Stored data entries:

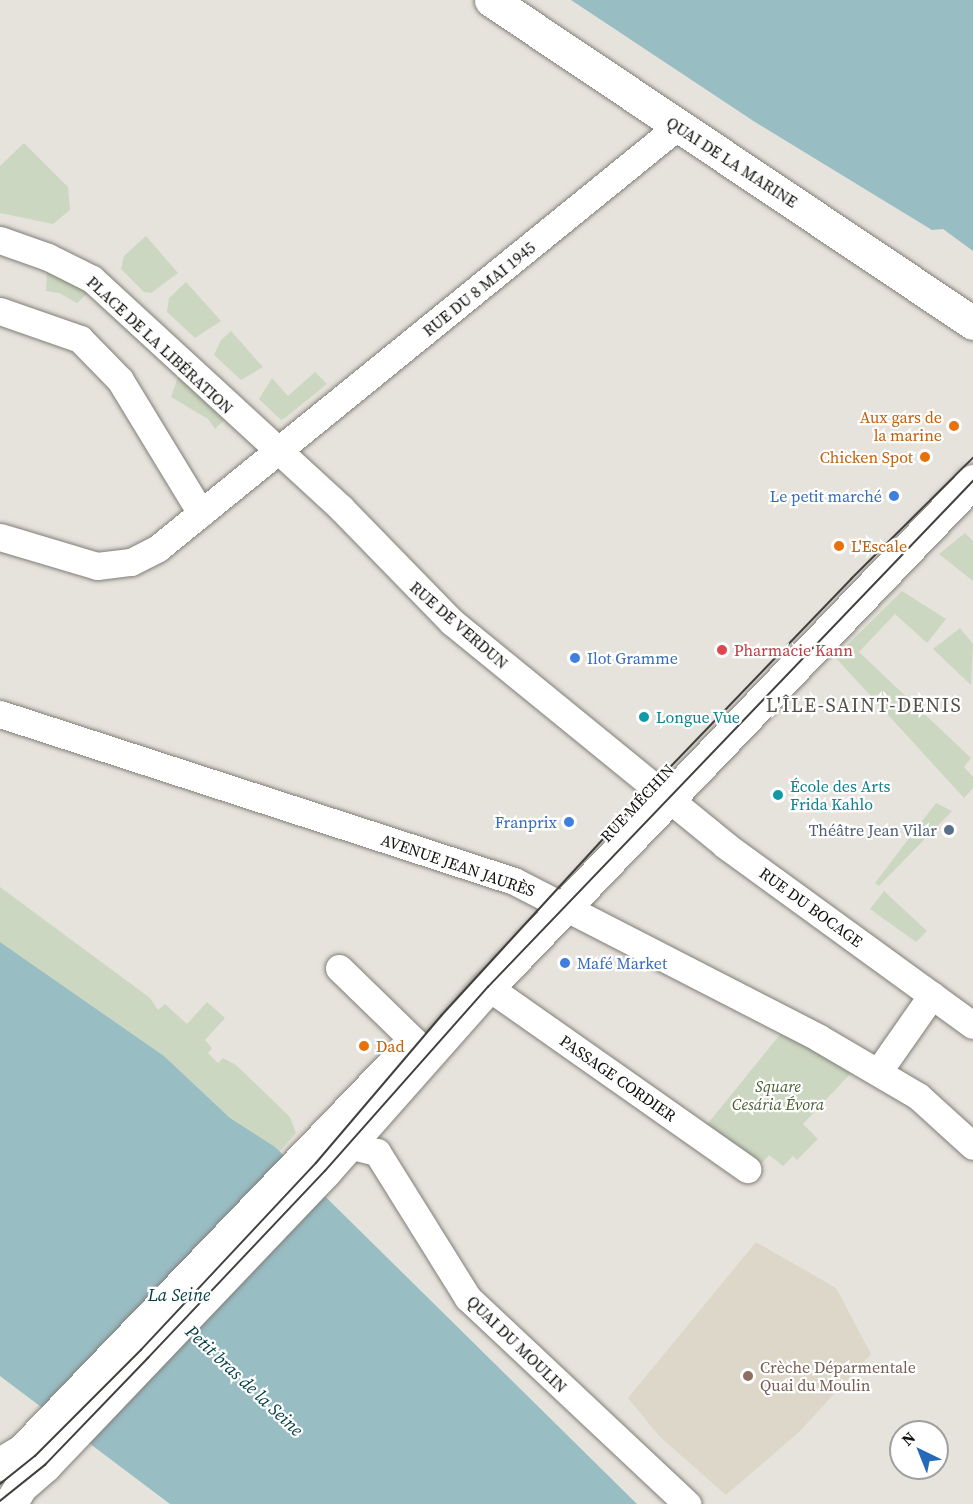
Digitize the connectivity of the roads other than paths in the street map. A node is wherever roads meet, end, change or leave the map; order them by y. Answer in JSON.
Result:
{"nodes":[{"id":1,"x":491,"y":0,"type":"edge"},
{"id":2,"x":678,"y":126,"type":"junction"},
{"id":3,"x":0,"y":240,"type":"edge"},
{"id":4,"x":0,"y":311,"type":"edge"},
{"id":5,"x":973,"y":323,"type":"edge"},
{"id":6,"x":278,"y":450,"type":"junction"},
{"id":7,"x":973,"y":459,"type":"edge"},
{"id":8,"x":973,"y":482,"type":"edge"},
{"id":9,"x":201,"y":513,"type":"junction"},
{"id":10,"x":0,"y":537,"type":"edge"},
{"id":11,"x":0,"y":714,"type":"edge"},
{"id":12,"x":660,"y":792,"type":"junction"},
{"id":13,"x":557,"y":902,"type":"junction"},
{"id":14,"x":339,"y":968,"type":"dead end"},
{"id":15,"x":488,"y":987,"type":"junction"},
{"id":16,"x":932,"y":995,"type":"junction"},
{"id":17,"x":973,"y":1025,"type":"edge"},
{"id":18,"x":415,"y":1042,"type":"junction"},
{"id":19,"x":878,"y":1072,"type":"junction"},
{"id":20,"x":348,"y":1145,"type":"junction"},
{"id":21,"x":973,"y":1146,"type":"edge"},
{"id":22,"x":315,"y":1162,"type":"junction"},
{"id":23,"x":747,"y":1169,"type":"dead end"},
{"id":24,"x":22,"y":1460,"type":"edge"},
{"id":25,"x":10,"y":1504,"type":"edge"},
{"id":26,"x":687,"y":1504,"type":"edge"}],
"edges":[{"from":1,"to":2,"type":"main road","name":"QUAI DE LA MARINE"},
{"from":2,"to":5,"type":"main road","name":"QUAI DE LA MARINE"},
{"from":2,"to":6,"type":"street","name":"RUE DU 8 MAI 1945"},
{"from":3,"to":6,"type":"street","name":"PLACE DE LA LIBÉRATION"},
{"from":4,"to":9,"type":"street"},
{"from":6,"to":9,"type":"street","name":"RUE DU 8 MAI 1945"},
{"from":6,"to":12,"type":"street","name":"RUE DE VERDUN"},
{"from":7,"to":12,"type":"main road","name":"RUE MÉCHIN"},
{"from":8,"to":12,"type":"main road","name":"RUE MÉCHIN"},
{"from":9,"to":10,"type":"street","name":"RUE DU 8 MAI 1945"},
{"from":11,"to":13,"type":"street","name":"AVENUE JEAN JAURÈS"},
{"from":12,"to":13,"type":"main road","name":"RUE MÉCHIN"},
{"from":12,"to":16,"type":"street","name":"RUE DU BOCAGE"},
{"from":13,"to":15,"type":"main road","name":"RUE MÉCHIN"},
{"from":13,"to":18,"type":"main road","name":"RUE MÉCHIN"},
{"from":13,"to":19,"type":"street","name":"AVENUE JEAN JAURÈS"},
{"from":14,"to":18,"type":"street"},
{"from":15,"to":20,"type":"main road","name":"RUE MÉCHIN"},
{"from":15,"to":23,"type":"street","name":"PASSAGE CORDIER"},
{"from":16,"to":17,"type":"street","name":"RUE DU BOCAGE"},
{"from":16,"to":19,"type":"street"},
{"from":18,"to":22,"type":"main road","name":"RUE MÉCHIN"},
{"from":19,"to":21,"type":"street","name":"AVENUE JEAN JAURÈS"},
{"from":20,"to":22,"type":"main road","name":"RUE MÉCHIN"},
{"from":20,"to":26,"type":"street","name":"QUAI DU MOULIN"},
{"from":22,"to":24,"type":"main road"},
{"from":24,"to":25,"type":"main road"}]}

Task to complete
In the records above, how many lines include the string "dead"? Answer with only the number.

Exercise output
2